On March 1, 1692 the Salem witch trials began but the panic that ravaged many towns and villages have gone on for three centuries. Though the events are generally familiar to the world, many people do not know the conspiracy behind the witch-hunt that first grabbed hold of the population across Europe.
Around 1347-1349 during the time of the bubonic plague, otherwise known as the Black Death, Catholics were being targeted. Many groups wanted to bring down the Catholic church using poisons and magic. Rumors swept across the lands of “plague-spreaders” and witches and the cases of witchcraft grew steadily from the 14th – 15th century. It exploded at the dawn of the 16th century with mass hysteria and trials and reached its peak in 1550. Both Catholics and Protestants alike were in fear of being accused especially where the Catholic church did not have a strong foot hold. So countries like France, Germany and Switzerland were highly affected. Countries like Italy, Portugal and Spain where the Catholic church was strong, had almost no cases of witchery.
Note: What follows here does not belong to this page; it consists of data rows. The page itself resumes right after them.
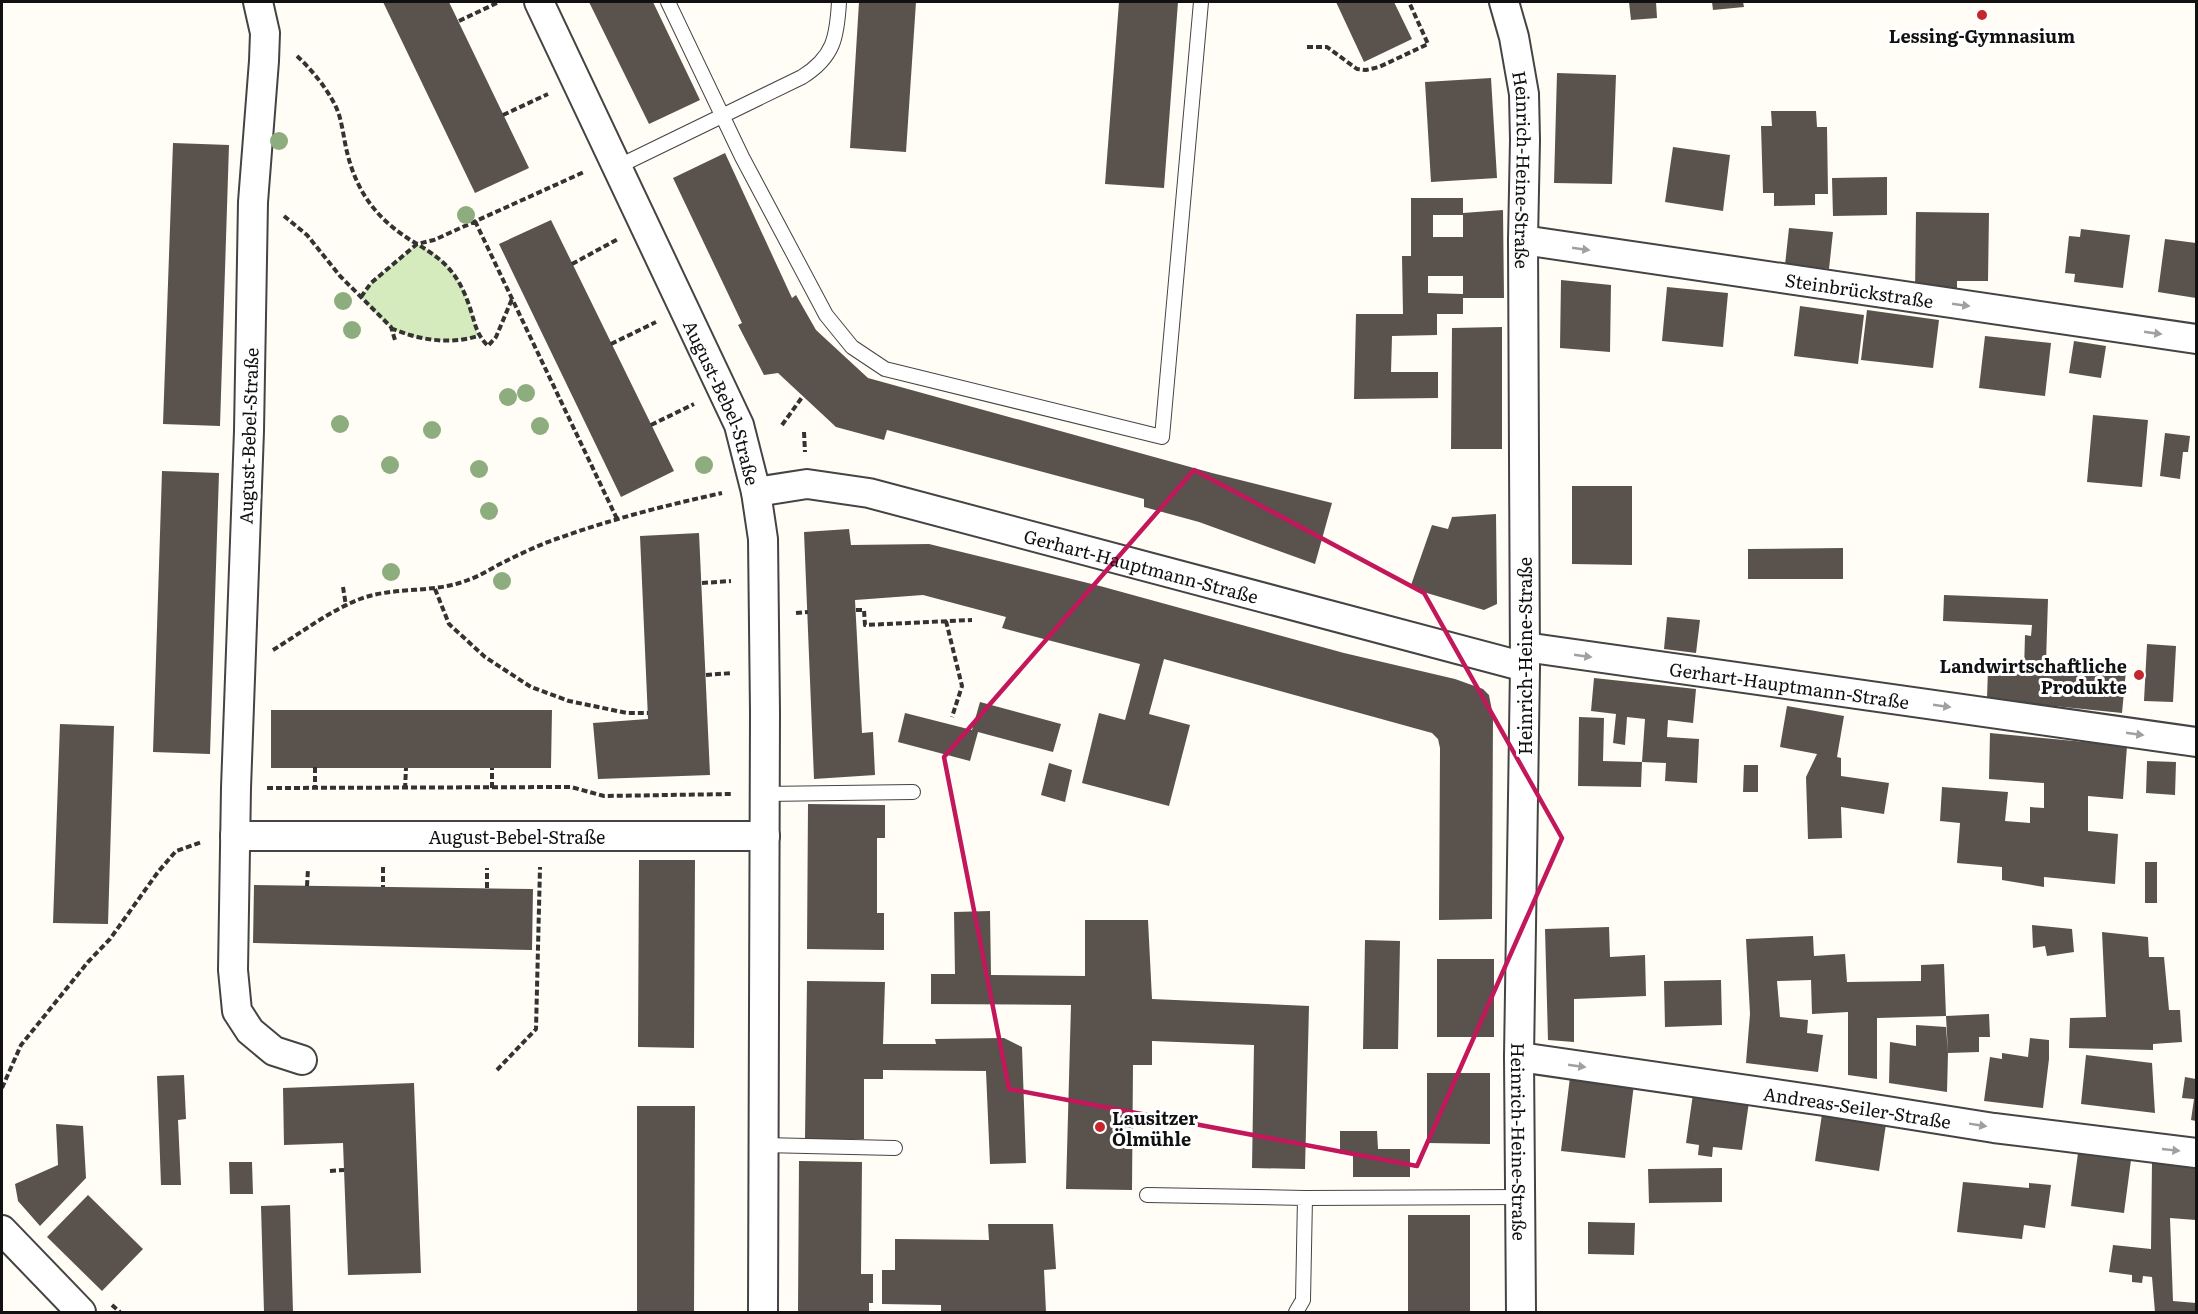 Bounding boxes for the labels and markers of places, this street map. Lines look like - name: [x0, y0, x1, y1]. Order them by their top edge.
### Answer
- marker: Lessing-Gymnasium: [1975, 8, 1989, 22]
- place label: Lessing-Gymnasium: [1889, 22, 2075, 49]
- place label: Landwirtschaftliche Produkte: [1940, 652, 2127, 700]
- marker: Landwirtschaftliche Produkte: [2132, 668, 2146, 682]
- place label: Lausitzer Ölmühle: [1112, 1104, 1198, 1152]
- marker: Lausitzer Ölmühle: [1093, 1120, 1107, 1134]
To think that the mass hysteria and deaths caused by the witch scare was solely the fault of religion would be wrong. One needs to just look at the accused to start seeing a deeper, more vile reason for judgement. Women were the vast majority of the accused and executed causing many to classify the mass murders as gendercide. Of course men were also accused and tried but those statistics do not even come close to numbers of massacred women.
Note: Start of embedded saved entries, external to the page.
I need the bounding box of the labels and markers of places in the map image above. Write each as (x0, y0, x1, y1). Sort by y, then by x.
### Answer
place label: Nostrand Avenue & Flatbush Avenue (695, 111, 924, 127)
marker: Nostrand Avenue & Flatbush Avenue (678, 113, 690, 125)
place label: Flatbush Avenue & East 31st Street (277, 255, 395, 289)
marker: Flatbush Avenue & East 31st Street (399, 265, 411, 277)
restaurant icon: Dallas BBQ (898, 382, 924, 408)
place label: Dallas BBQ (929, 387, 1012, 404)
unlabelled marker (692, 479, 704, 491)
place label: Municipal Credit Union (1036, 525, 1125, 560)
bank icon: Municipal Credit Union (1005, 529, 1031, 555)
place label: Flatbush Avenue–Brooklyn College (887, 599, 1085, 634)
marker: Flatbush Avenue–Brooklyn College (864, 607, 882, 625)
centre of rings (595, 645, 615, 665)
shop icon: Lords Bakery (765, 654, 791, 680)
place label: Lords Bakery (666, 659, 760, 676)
In the medieval era, Jews and women were shadowed with having copious amounts of secret and malicious “power”. Men had a growing fear of the wiles of women and how the female gender could manipulate and coerce dominant Catholic men for their own bidding. This caused much anxiety in the male-dominated Christian society as women were always compared to the biblical likes of Eve, Jezebel and Lilith. Though Jews during this time were looked upon as Devil incarnates, women were regarded as embodying the negative powers of Satan, often being classed as the Jews “first cousins”.
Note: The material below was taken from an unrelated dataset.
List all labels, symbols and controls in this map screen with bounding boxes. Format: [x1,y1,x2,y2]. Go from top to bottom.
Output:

In 1485 the Malleus Maleficarum was published, otherwise known as The Hammer of Witches. The Catholic inquisition authorities published the book which quickly became the most influential authority on witchcraft. “All wickedness is but little to the wickedness of a woman.” the book states. Clearly the deranged text is singling out women as the root of all evil. The conspiracy behind the witch-hunts go even further than the religious views of the time. Of course many women were also targeted because of age and property. Many of the “witches” accused were that of women over 50. These women who have never had any children and were past the age of childbearing, put strain on the medieval communities that were centered and focused around the family unit. Also, women who have survived husbands were a burden on neighbors and were resented as such. The idea is that dependent women could not return any of the help that these women would ask for. As in the case of the Salem witch trials, single women were accused in order for the State to inherit the woman’s property as, in most cases, these women had no dependents. A conspiracy surrounds the first women hanged in the Salem witch trials, Bridget Bishop, concerning Bishop’s property holdings. Historians speculate that Bishop was accused of being a witch by Bishops children from the woman’s second marriage. The children simply wanted the land holdings which Bishop held due to an inheritance from Bishop’s second marriage. In Salem where the community placed harmony and obedience to authority in high regard, women who went against the norm, joined in the wrong crowds or even by dressing against the puritan norm were at risk of being accused.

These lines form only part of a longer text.